In the feedforward method, we pass the input data through the network, applying our weights and the sigmoid function to get the output.
The backprop method is where the magic happens. Here, we're computing the derivatives of the error with respect to our weights, which tells us how much to adjust our weights by in order to reduce the error. These derivatives are calculated using the chain rule, exactly as discussed above. After obtaining the derivatives (or gradients), we update our weights, nudging them in the direction that will decrease our error.
This process of feedforward and backpropagation continues over many iterations or epochs, gradually reducing the error and improving the network's performance.
And that's it! That's the essence of backpropagation, the fundamental building block that underpins much of the modern AI revolution. This simple yet powerful concept is at the heart of deep learning, and understanding it was small but significant part of my journey to Google.
What can you do with it?
The underlying principle of backpropagation and gradient descent carries over even to complex architectures like transformers and large language models such as GPT-3 or GPT-4.
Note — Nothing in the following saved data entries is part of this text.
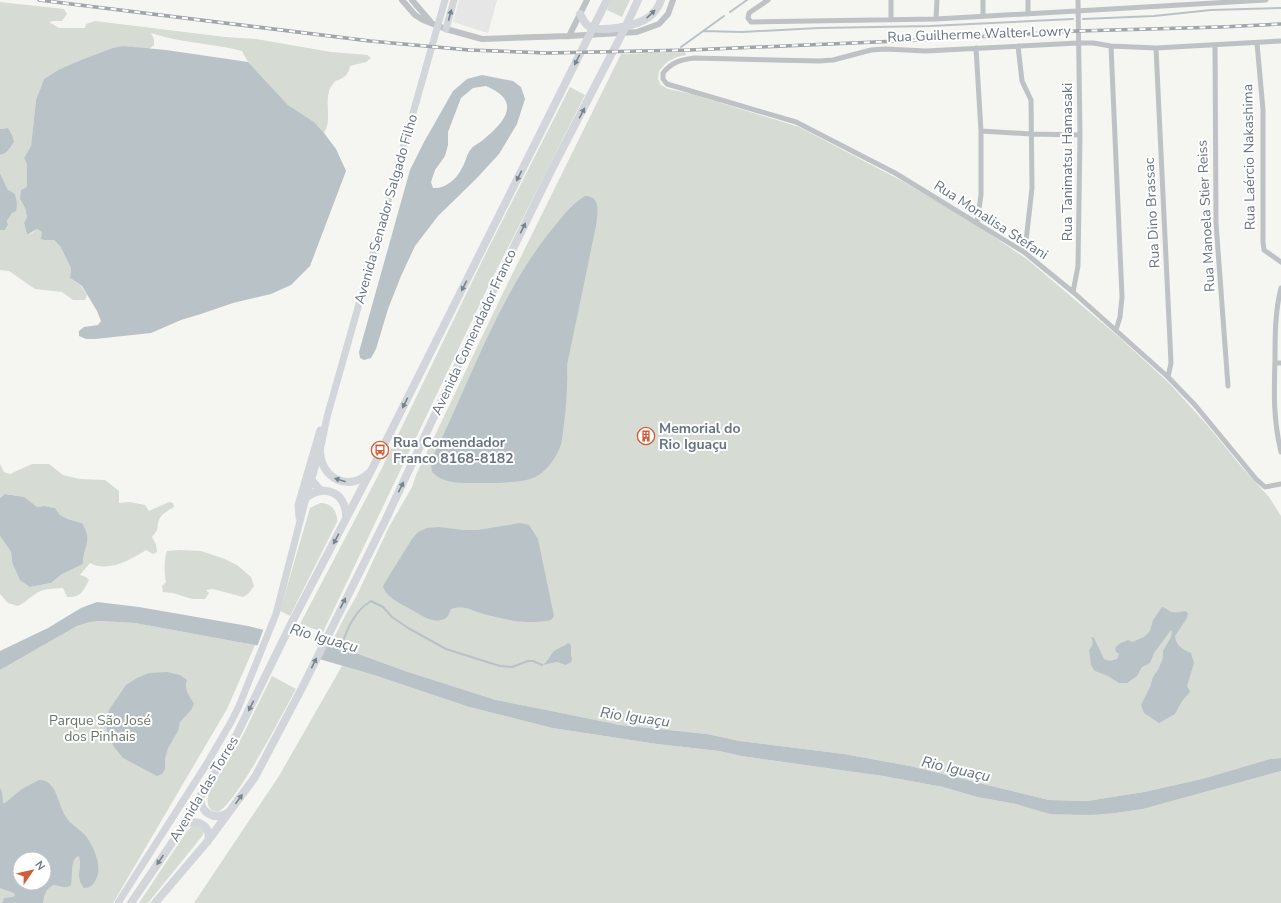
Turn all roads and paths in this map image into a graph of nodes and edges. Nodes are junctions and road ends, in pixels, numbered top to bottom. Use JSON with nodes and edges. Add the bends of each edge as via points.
{"nodes":[{"id":1,"x":402,"y":0,"type":"edge"},
{"id":2,"x":412,"y":0,"type":"edge"},
{"id":3,"x":445,"y":0,"type":"edge"},
{"id":4,"x":454,"y":0,"type":"edge"},
{"id":5,"x":587,"y":0,"type":"edge"},
{"id":6,"x":607,"y":0,"type":"edge"},
{"id":7,"x":638,"y":0,"type":"edge"},
{"id":8,"x":661,"y":0,"type":"edge"},
{"id":9,"x":673,"y":0,"type":"edge"},
{"id":10,"x":768,"y":0,"type":"edge"},
{"id":11,"x":892,"y":0,"type":"edge"},
{"id":12,"x":937,"y":0,"type":"edge"},
{"id":13,"x":983,"y":0,"type":"edge"},
{"id":14,"x":1028,"y":0,"type":"edge"},
{"id":15,"x":1078,"y":0,"type":"edge"},
{"id":16,"x":1125,"y":0,"type":"edge"},
{"id":17,"x":1264,"y":0,"type":"edge"},
{"id":18,"x":1216,"y":1,"type":"edge"},
{"id":19,"x":1169,"y":2,"type":"edge"},
{"id":20,"x":1125,"y":7,"type":"junction"},
{"id":21,"x":1078,"y":10,"type":"junction"},
{"id":22,"x":580,"y":14,"type":"junction"},
{"id":23,"x":1028,"y":14,"type":"junction"},
{"id":24,"x":983,"y":16,"type":"junction"},
{"id":25,"x":936,"y":19,"type":"junction"},
{"id":26,"x":892,"y":20,"type":"junction"},
{"id":27,"x":431,"y":22,"type":"junction"},
{"id":28,"x":576,"y":23,"type":"junction"},
{"id":29,"x":446,"y":29,"type":"junction"},
{"id":30,"x":569,"y":36,"type":"junction"},
{"id":31,"x":581,"y":36,"type":"junction"},
{"id":32,"x":1281,"y":41,"type":"edge"},
{"id":33,"x":1078,"y":43,"type":"junction"},
{"id":34,"x":1257,"y":43,"type":"junction"},
{"id":35,"x":1215,"y":45,"type":"junction"},
{"id":36,"x":1018,"y":46,"type":"junction"},
{"id":37,"x":1111,"y":46,"type":"junction"},
{"id":38,"x":976,"y":48,"type":"junction"},
{"id":39,"x":1156,"y":48,"type":"junction"},
{"id":40,"x":663,"y":79,"type":"joint"},
{"id":41,"x":981,"y":131,"type":"junction"},
{"id":42,"x":1031,"y":134,"type":"junction"},
{"id":43,"x":1080,"y":134,"type":"junction"},
{"id":44,"x":977,"y":223,"type":"junction"},
{"id":45,"x":1024,"y":252,"type":"junction"},
{"id":46,"x":1281,"y":262,"type":"edge"},
{"id":47,"x":1281,"y":288,"type":"edge"},
{"id":48,"x":1073,"y":292,"type":"junction"},
{"id":49,"x":1116,"y":330,"type":"junction"},
{"id":50,"x":1275,"y":363,"type":"junction"},
{"id":51,"x":1281,"y":363,"type":"edge"},
{"id":52,"x":1168,"y":377,"type":"junction"},
{"id":53,"x":1228,"y":386,"type":"dead end"},
{"id":54,"x":327,"y":417,"type":"junction"},
{"id":55,"x":320,"y":451,"type":"junction"},
{"id":56,"x":1281,"y":452,"type":"edge"},
{"id":57,"x":373,"y":467,"type":"junction"},
{"id":58,"x":310,"y":477,"type":"junction"},
{"id":59,"x":1281,"y":484,"type":"edge"},
{"id":60,"x":321,"y":491,"type":"junction"},
{"id":61,"x":306,"y":498,"type":"junction"},
{"id":62,"x":346,"y":519,"type":"junction"},
{"id":63,"x":299,"y":527,"type":"junction"},
{"id":64,"x":268,"y":671,"type":"joint"},
{"id":65,"x":302,"y":688,"type":"joint"},
{"id":66,"x":202,"y":792,"type":"junction"},
{"id":67,"x":230,"y":812,"type":"junction"},
{"id":68,"x":182,"y":828,"type":"junction"},
{"id":69,"x":208,"y":842,"type":"junction"},
{"id":70,"x":118,"y":903,"type":"edge"},
{"id":71,"x":131,"y":903,"type":"edge"},
{"id":72,"x":155,"y":903,"type":"edge"}],
"edges":[{"from":1,"to":27,"type":"street","via":[[414,15]]},
{"from":2,"to":27,"type":"street"},
{"from":3,"to":54,"type":"main road","name":"Avenida Senador Salgado Filho"},
{"from":29,"to":4,"type":"main road","one_way":true},
{"from":5,"to":22,"type":"street"},
{"from":6,"to":57,"type":"highway","name":"Avenida Comendador Franco","one_way":true},
{"from":65,"to":7,"type":"highway","name":"Avenida Comendador Franco","one_way":true,"via":[[385,521],[506,263]]},
{"from":22,"to":8,"type":"highway","one_way":true,"via":[[587,25],[597,29],[615,28],[636,24],[650,17]]},
{"from":9,"to":31,"type":"street","via":[[668,14],[659,24],[630,33]]},
{"from":10,"to":26,"type":"street","via":[[749,13],[748,18],[751,22]]},
{"from":11,"to":26,"type":"street"},
{"from":12,"to":25,"type":"street"},
{"from":13,"to":24,"type":"street"},
{"from":14,"to":23,"type":"street"},
{"from":15,"to":21,"type":"street","name":"Rua Tanimatsu Hamasaki"},
{"from":16,"to":20,"type":"street"},
{"from":17,"to":18,"type":"street"},
{"from":18,"to":19,"type":"street"},
{"from":19,"to":20,"type":"street"},
{"from":20,"to":21,"type":"street"},
{"from":21,"to":23,"type":"street"},
{"from":21,"to":33,"type":"street","name":"Rua Tanimatsu Hamasaki"},
{"from":22,"to":28,"type":"street"},
{"from":23,"to":24,"type":"street"},
{"from":24,"to":25,"type":"street"},
{"from":25,"to":26,"type":"street"},
{"from":27,"to":29,"type":"street"},
{"from":28,"to":30,"type":"street"},
{"from":28,"to":31,"type":"street"},
{"from":29,"to":30,"type":"street","via":[[482,39]]},
{"from":30,"to":31,"type":"street"},
{"from":32,"to":34,"type":"street","name":"Rua Guilherme Walter Lowry"},
{"from":33,"to":36,"type":"street","name":"Rua Guilherme Walter Lowry"},
{"from":33,"to":37,"type":"street","name":"Rua Guilherme Walter Lowry"},
{"from":33,"to":43,"type":"street","name":"Rua Tanimatsu Hamasaki"},
{"from":34,"to":35,"type":"street","name":"Rua Guilherme Walter Lowry"},
{"from":34,"to":46,"type":"street","name":"Rua Laércio Nakashima","via":[[1263,110],[1263,242],[1264,250]]},
{"from":35,"to":39,"type":"street","name":"Rua Guilherme Walter Lowry"},
{"from":35,"to":53,"type":"street","name":"Rua Manoela Stier Reiss","via":[[1216,223]]},
{"from":36,"to":38,"type":"street","name":"Rua Guilherme Walter Lowry"},
{"from":36,"to":42,"type":"street","via":[[1022,81],[1031,100]]},
{"from":37,"to":39,"type":"street","name":"Rua Guilherme Walter Lowry"},
{"from":37,"to":49,"type":"street","via":[[1122,297]]},
{"from":38,"to":40,"type":"street","name":"Rua Guilherme Walter Lowry","via":[[926,51],[871,50],[819,61],[694,58],[680,60],[668,67],[663,73]]},
{"from":38,"to":41,"type":"street"},
{"from":39,"to":52,"type":"street","name":"Rua Dino Brassac","via":[[1172,363]]},
{"from":40,"to":44,"type":"street","name":"Rua Monalisa Stefani","via":[[667,84],[678,88],[796,122],[895,173]]},
{"from":41,"to":42,"type":"street"},
{"from":41,"to":44,"type":"street","via":[[982,195]]},
{"from":42,"to":43,"type":"street"},
{"from":42,"to":45,"type":"street","via":[[1032,188]]},
{"from":43,"to":48,"type":"street","name":"Rua Tanimatsu Hamasaki","via":[[1078,266]]},
{"from":44,"to":45,"type":"street","name":"Rua Monalisa Stefani"},
{"from":45,"to":48,"type":"street","name":"Rua Monalisa Stefani"},
{"from":47,"to":50,"type":"street"},
{"from":48,"to":49,"type":"street","name":"Rua Monalisa Stefani"},
{"from":49,"to":52,"type":"street","name":"Rua Monalisa Stefani"},
{"from":50,"to":51,"type":"street"},
{"from":50,"to":56,"type":"street","via":[[1274,408]]},
{"from":52,"to":59,"type":"street","name":"Rua Monalisa Stefani","via":[[1195,405],[1256,479],[1265,487]]},
{"from":54,"to":55,"type":"main road","name":"Avenida Senador Salgado Filho"},
{"from":54,"to":58,"type":"main road","name":"Avenida Senador Salgado Filho","via":[[321,427]]},
{"from":57,"to":55,"type":"highway","one_way":true,"via":[[365,476],[355,481],[337,480],[324,468]]},
{"from":55,"to":58,"type":"main road","name":"Avenida Senador Salgado Filho"},
{"from":57,"to":62,"type":"highway","name":"Avenida Comendador Franco"},
{"from":58,"to":60,"type":"highway"},
{"from":58,"to":61,"type":"main road","name":"Avenida Senador Salgado Filho"},
{"from":58,"to":63,"type":"main road","name":"Avenida Senador Salgado Filho","via":[[298,505]]},
{"from":60,"to":61,"type":"highway"},
{"from":60,"to":62,"type":"highway","via":[[332,492],[341,498],[346,508]]},
{"from":61,"to":63,"type":"main road","name":"Avenida Senador Salgado Filho"},
{"from":62,"to":64,"type":"highway","name":"Avenida Comendador Franco","one_way":true},
{"from":63,"to":70,"type":"main road","name":"Avenida Senador Salgado Filho","via":[[276,614],[239,706],[224,735]]},
{"from":64,"to":66,"type":"highway","name":"Avenida das Torres","one_way":true,"via":[[237,734]]},
{"from":67,"to":65,"type":"highway","name":"Avenida das Torres","one_way":true,"via":[[255,777]]},
{"from":66,"to":67,"type":"highway","via":[[201,803],[210,815],[221,817]]},
{"from":66,"to":68,"type":"highway","name":"Avenida das Torres"},
{"from":67,"to":69,"type":"highway","name":"Avenida das Torres"},
{"from":68,"to":69,"type":"highway","via":[[195,821],[203,824],[208,832]]},
{"from":68,"to":71,"type":"highway","name":"Avenida das Torres","one_way":true},
{"from":69,"to":72,"type":"highway","name":"Avenida das Torres"}]}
Transformers, introduced in the paper "Attention is All You Need," are a type of model architecture that makes use of self-attention mechanisms instead of recurrent layers, making them highly parallelizable and effective at capturing long-range dependencies in data. Despite the novel architecture, the training of transformers still relies on backpropagation, at its very base level, to learn from data.
When a transformer model is trained, an input sequence is passed through the model and a sequence of output vectors is produced. The discrepancy between the output sequence and the target sequence is measured using a loss function, such as cross-entropy loss for language modeling tasks.
The goal is to adjust the parameters (weights) of the transformer model to minimize this loss. To accomplish this, the gradient of the loss with respect to the model parameters is calculated using backpropagation.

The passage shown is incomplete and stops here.